**To do**
Could you find every line in the entries below that holds the word "КРАСНОЗНАМЁННАЯ" and copy it?

───

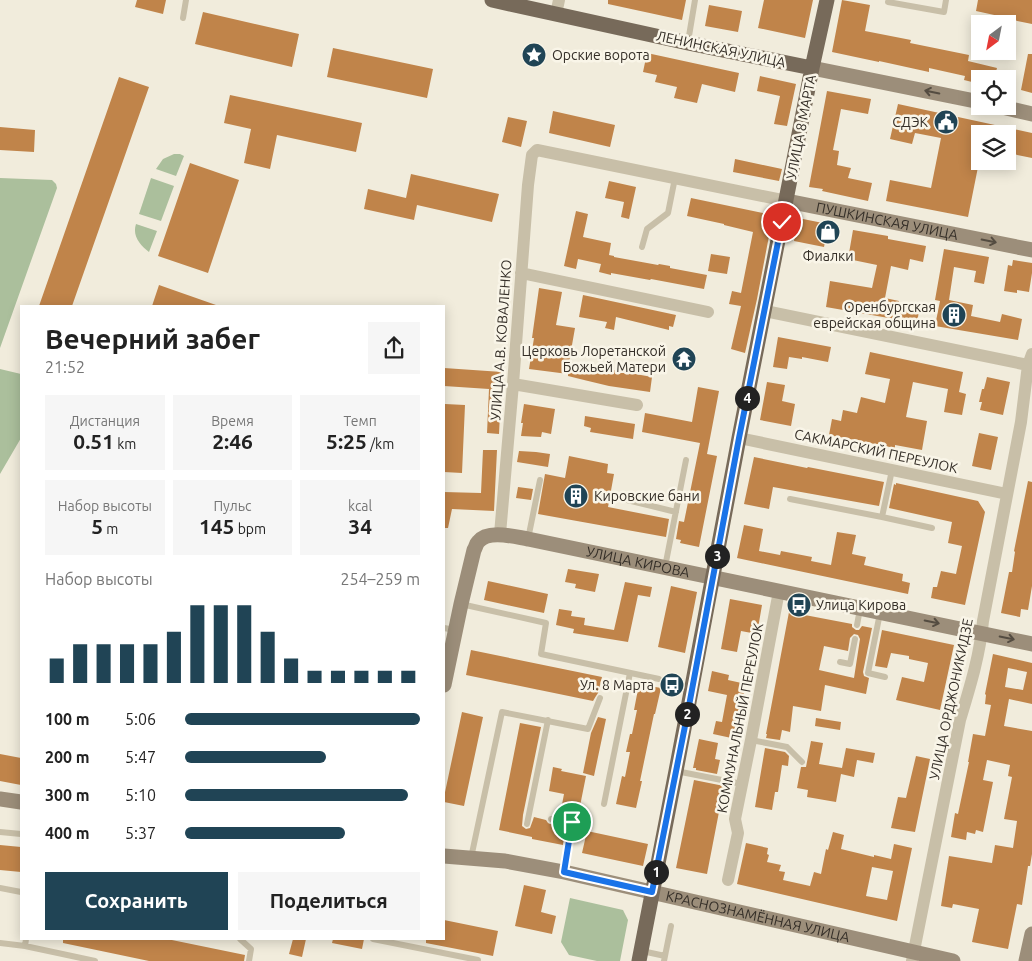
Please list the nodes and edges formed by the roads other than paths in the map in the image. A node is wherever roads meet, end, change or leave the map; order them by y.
1 (186, 0) edge
2 (492, 0) edge
3 (695, 0) edge
4 (827, 0) edge
5 (946, 0) edge
6 (888, 2) dead end
7 (558, 7) edge
8 (183, 18) dead end
9 (688, 43) junction
10 (812, 68) junction
11 (971, 100) edge
12 (1016, 110) edge
13 (1032, 114) edge
14 (537, 150) joint
15 (675, 178) junction
16 (787, 201) junction
17 (642, 247) dead end
18 (1032, 250) edge
19 (521, 272) junction
20 (765, 311) junction
21 (708, 312) dead end
22 (1030, 360) edge
23 (513, 384) junction
24 (637, 405) dead end
25 (739, 438) junction
26 (686, 460) dead end
27 (892, 470) junction
28 (540, 480) dead end
29 (1007, 494) junction
30 (790, 498) dead end
31 (623, 500) dead end
32 (676, 512) junction
33 (882, 517) junction
34 (932, 528) dead end
35 (500, 534) junction
36 (528, 539) junction
37 (665, 567) junction
38 (713, 578) junction
39 (779, 591) junction
40 (461, 604) junction
41 (860, 608) junction
42 (880, 612) junction
43 (857, 625) dead end
44 (450, 629) edge
45 (982, 633) junction
46 (855, 639) dead end
47 (1032, 644) edge
48 (840, 662) dead end
49 (445, 672) edge
50 (630, 673) junction
51 (885, 677) dead end
52 (659, 679) dead end
53 (600, 698) dead end
54 (548, 720) junction
55 (751, 740) junction
56 (802, 762) dead end
57 (676, 771) junction
58 (742, 784) junction
59 (0, 799) edge
60 (20, 802) edge
61 (604, 804) dead end
62 (551, 819) dead end
63 (527, 824) dead end
64 (0, 832) edge
65 (20, 834) edge
66 (445, 856) edge
67 (471, 858) junction
68 (564, 872) junction
69 (728, 880) dead end
70 (0, 888) edge
71 (20, 892) edge
72 (652, 892) junction
73 (671, 926) dead end
74 (1032, 934) edge
75 (26, 940) edge
76 (241, 940) edge
77 (378, 940) edge
78 (0, 943) edge
79 (25, 946) junction
80 (640, 956) edge
81 (913, 956) edge
82 (665, 958) edge
83 (478, 960) edge
84 (95, 961) edge
85 (249, 961) edge
86 (952, 961) edge
87 (1026, 961) edge

1 - 8 lane
2 - 7 main road, ЛЕНИНСКАЯ УЛИЦА
3 - 9 lane
4 - 10 main road, УЛИЦА 8 МАРТА
5 - 6 lane
7 - 9 main road, ЛЕНИНСКАЯ УЛИЦА
9 - 10 main road, ЛЕНИНСКАЯ УЛИЦА
11 -> 10 main road, ЛЕНИНСКАЯ УЛИЦА
10 - 16 main road, УЛИЦА 8 МАРТА
12 - 13 main road
14 - 15 street, ПУШКИНСКАЯ УЛИЦА
14 - 19 street, УЛИЦА А.В. КОВАЛЕНКО
15 - 16 street, ПУШКИНСКАЯ УЛИЦА
15 - 17 lane
16 -> 18 main road, ПУШКИНСКАЯ УЛИЦА
16 - 20 main road, УЛИЦА 8 МАРТА
19 - 21 street
19 - 23 street, УЛИЦА А.В. КОВАЛЕНКО
20 - 22 street
20 - 25 main road, УЛИЦА 8 МАРТА
22 - 29 street, УЛИЦА ОРДЖОНИКИДЗЕ
23 - 24 street
23 - 35 street, УЛИЦА А.В. КОВАЛЕНКО
25 - 27 street, САКМАРСКИЙ ПЕРЕУЛОК
25 - 38 main road, УЛИЦА 8 МАРТА
26 - 32 lane
27 - 29 street, САКМАРСКИЙ ПЕРЕУЛОК
27 - 33 lane
28 - 36 lane
29 - 45 street, УЛИЦА ОРДЖОНИКИДЗЕ
30 - 33 lane
31 - 32 lane
32 - 37 lane
33 - 34 lane
35 - 36 main road, УЛИЦА КИРОВА
35 - 40 main road
36 - 37 main road, УЛИЦА КИРОВА
37 - 38 main road, УЛИЦА КИРОВА
38 - 39 main road, УЛИЦА КИРОВА
38 - 57 main road, УЛИЦА 8 МАРТА
39 - 41 main road, УЛИЦА КИРОВА
39 - 55 street, КОММУНАЛЬНЫЙ ПЕРЕУЛОК
40 - 44 main road
40 - 50 lane
41 - 42 main road, УЛИЦА КИРОВА
41 - 43 lane
42 -> 45 main road, УЛИЦА КИРОВА
42 - 51 lane
44 - 49 main road
45 -> 47 main road, УЛИЦА КИРОВА
45 - 81 street, УЛИЦА ОРДЖОНИКИДЗЕ
46 - 48 lane
50 - 52 lane
50 - 61 lane
53 - 54 lane
54 - 63 lane
54 - 67 lane
55 - 56 lane
55 - 58 street, КОММУНАЛЬНЫЙ ПЕРЕУЛОК
57 - 58 lane
57 - 72 main road, УЛИЦА 8 МАРТА
58 - 69 street, КОММУНАЛЬНЫЙ ПЕРЕУЛОК
59 - 60 main road
62 - 68 lane
64 - 65 lane
66 - 67 main road, КРАСНОЗНАМЁННАЯ УЛИЦА
67 - 68 main road, КРАСНОЗНАМЁННАЯ УЛИЦА
68 - 72 main road, КРАСНОЗНАМЁННАЯ УЛИЦА
70 - 71 lane
72 - 80 main road, УЛИЦА 8 МАРТА
72 - 81 main road, КРАСНОЗНАМЁННАЯ УЛИЦА
73 - 82 lane
74 - 87 main road
75 - 79 lane
76 - 85 lane
77 - 83 lane
78 - 79 lane
79 - 84 lane
80 - 82 lane
81 - 86 main road, КРАСНОЗНАМЁННАЯ УЛИЦА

───

**Solved problem**
66 - 67 main road, КРАСНОЗНАМЁННАЯ УЛИЦА
67 - 68 main road, КРАСНОЗНАМЁННАЯ УЛИЦА
68 - 72 main road, КРАСНОЗНАМЁННАЯ УЛИЦА
72 - 81 main road, КРАСНОЗНАМЁННАЯ УЛИЦА
81 - 86 main road, КРАСНОЗНАМЁННАЯ УЛИЦА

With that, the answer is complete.